Reproducibility of radiomic features across PET normalization techniques. Each radiomic feature is represented by vertical bar, as shown in inset, with red central marker representing its ICC value and black vertical bar representing corresponding 95% CI. Features are ordered from left to right by decreasing ICC score.

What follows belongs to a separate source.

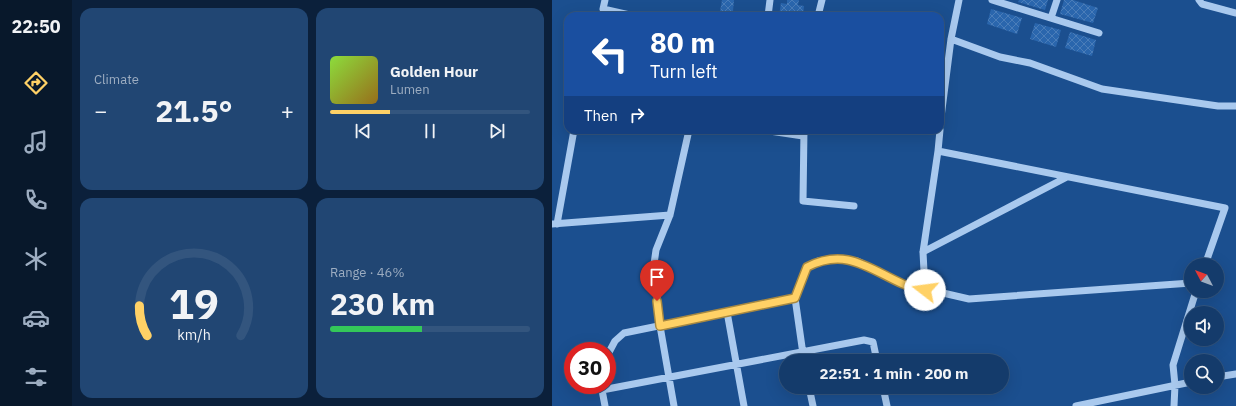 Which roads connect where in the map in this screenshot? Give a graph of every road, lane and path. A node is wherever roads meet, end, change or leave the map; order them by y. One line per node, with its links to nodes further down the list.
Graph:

A breakdown of ICC values by image type (original, Laplacian-of-gaussian filtering, wavelet decompositions) and radiomic feature family shows that feature counts and fractions per reproducibility category were generally similar across image types and feature families (Supplemental Table 6). Wavelet decomposition high-pass filtering in 2 or more spatial directions led to slightly higher median ICC values and narrower ICC distributions, whereas low-pass filtering had the opposite effect, as compared with original image features (Supplemental Fig. 1.1.). The Laplacian-of-gaussian filtering sigma-value (3 mm vs. 6 mm) had no relevant effect on ICC distributions (Supplemental Fig. 1.1), and ICC distributions were similar across feature families (except shape features; Supplemental Fig. 1.2). Notably, the scatterplot reveals a cluster of 45 highly reproducible gray-level cooccurrence matrix features with an ICC greater than 0.98 (Supplemental Fig. 1.2), among which we identified 11 correlation features, 10 inverse difference moment–normalized features, and 10 inverse difference–normalized features.

Univariate Association Analysis with HPV Status

Features extracted from PET normalized to the lentiform nucleus exhibited the strongest association with HPV in univariate analysis (Table 1; Supplemental Figs. 2.1 and 2.2).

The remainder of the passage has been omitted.